La gobernadora interina de Sinaloa, Yeraldine Bonilla Valverde, ha desmarcado categóricamente al gobernador con licencia Rubén Rocha Moya de la controvertida designación del general en retiro Gerardo Mérida Sánchez como secretario de Seguridad Pública estatal en 2023. La mandataria afirmó el sábado 17 de mayo de 2026, que dicha decisión provino directamente de la Secretaría de la Defensa Nacional (Sedena), en un intento por aclarar responsabilidades tras la detención de Mérida Sánchez en Estados Unidos y las graves acusaciones de narcotráfico que pesan sobre él y otros exfuncionarios sinaloenses.

La declaración de Bonilla surge en un momento de alta tensión política, luego de que el viernes previo se revelara la detención de Mérida Sánchez por autoridades estadounidenses. El general, quien fungió como titular de Seguridad en Sinaloa entre septiembre de 2023 y diciembre de 2024, fue arrestado el lunes 11 de mayo en el cruce fronterizo de Nogales tras ingresar a EE.UU. desde Hermosillo. Fuentes periodísticas sugieren que Mérida Sánchez podría haberse entregado buscando un acuerdo de testigo cooperante, en respuesta a la acusación formal emitida por la Fiscalía del Distrito Sur a finales de abril.
Esta acusación es contundente: imputa a Mérida Sánchez cargos por asociación delictuosa para la importación de narcóticos, incluyendo fentanilo, heroína, cocaína y metanfetamina, así como posesión y conspiración para poseer armamento de guerra. La Fiscalía estadounidense detalla que el exsecretario habría recibido más de 100 mil dólares mensuales en sobornos de ‘Los Chapitos’, la facción vinculada a los hijos de Joaquín ‘El Chapo’ Guzmán. A cambio, presuntamente ordenaba a la policía estatal no interferir con sus operaciones, perseguir a grupos rivales, filtrar información vital sobre investigaciones federales y alertar sobre operativos militares y cateos. Solo en 2023, se le atribuye haber prevenido al menos 10 redadas, permitiendo al grupo criminal evadir la justicia.
Yeraldine Bonilla enfatizó: ‘Hay que aclarar que el general Mérida no fue una decisión del gobernador con licencia, sino una decisión de la propia Sedena que lo envía al estado de Sinaloa como Secretario de Seguridad Pública del Estado’. Esta declaración busca deslindar a Rocha Moya de cualquier responsabilidad directa en la selección de Mérida, cuya condena podría significar una pena mínima obligatoria de 40 años de prisión, o incluso cadena perpetua, además del decomiso de bienes.

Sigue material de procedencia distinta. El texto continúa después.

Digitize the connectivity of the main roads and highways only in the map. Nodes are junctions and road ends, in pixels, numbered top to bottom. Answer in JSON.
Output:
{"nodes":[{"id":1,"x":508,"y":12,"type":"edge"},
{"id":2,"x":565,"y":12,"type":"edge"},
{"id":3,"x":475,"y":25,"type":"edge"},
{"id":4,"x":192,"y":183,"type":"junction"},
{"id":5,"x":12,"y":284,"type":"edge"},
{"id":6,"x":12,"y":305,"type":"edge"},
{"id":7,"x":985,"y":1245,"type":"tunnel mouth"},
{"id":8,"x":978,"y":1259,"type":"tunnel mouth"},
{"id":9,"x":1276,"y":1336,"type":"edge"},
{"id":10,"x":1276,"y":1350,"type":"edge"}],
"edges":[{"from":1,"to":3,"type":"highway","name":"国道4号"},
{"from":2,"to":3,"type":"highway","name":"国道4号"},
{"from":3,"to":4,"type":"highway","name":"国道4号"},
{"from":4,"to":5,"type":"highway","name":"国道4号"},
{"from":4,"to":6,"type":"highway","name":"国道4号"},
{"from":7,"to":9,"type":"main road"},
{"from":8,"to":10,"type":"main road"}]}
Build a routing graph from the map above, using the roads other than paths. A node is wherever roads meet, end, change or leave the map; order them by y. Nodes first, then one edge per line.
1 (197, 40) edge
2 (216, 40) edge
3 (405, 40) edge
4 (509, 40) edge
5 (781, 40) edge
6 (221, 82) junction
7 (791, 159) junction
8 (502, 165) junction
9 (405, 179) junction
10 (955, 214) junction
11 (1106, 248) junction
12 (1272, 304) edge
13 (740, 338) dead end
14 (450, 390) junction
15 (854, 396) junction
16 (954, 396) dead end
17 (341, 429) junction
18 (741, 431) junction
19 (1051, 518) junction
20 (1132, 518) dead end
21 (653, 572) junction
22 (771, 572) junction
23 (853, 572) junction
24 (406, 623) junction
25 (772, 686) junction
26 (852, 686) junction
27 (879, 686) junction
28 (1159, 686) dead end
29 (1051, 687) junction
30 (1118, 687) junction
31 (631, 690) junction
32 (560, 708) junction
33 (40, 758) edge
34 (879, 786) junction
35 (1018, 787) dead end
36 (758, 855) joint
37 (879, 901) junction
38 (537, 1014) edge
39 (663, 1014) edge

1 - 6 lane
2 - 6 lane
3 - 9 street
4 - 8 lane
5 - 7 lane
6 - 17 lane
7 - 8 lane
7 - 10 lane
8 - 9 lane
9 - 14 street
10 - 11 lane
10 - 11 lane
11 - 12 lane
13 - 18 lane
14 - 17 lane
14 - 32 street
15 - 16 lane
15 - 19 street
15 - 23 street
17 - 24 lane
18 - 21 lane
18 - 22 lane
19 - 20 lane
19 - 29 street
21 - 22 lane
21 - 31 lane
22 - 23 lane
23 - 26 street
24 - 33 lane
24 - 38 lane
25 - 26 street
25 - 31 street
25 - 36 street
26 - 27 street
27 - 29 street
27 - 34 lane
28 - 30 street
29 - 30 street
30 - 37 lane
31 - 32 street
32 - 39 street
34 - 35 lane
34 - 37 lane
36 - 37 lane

Al ser cuestionada sobre el impacto de estas investigaciones en la administración estatal, Bonilla Valverde fue enfática en asegurar que la situación no ha afectado la operatividad gubernamental. ‘Decirle a los sinaloenses que para nada afecta a nuestro estado, para nada representa algún daño al estado, nosotros seguimos trabajando, seguimos invirtiendo en el estado y en los municipios’, sostuvo. La gobernadora interina admitió no tener información oficial adicional sobre los casos de Mérida Sánchez y Enrique Díaz Vega, otro exfuncionario que se habría entregado a las autoridades estadounidenses. ‘No tengo información, sé lo mismo que ustedes, lo que se ha comunicado en redes sociales’, declaró a los medios.
Díaz Vega, exsecretario de Administración y Finanzas, también es señalado en la acusación como presunto enlace directo entre ‘Los Chapitos’ y el entonces gobernador Rocha Moya, facilitando la designación de funcionarios corruptos para proteger las operaciones del cártel. Los fiscales estadounidenses incluso lo vinculan con actos violentos durante la elección de Rocha Moya en 2021, al supuestamente entregar una lista de adversarios políticos a ‘Los Chapitos’ para que fueran secuestrados y obligados a retirarse de la contienda.
El panorama legal y político en Sinaloa se mantiene complejo y en constante evolución. Las investigaciones desde Estados Unidos continúan desvelando presuntas redes de corrupción y narcotráfico que alcanzan esferas gubernamentales, poniendo a prueba la transparencia y la rendición de cuentas en la entidad. La expectativa ahora se centra en el desarrollo de los procesos judiciales en EE.UU. y las posibles repercusiones en el ámbito político nacional, mientras la administración interina de Sinaloa busca mantener la estabilidad en un escenario de creciente escrutinio.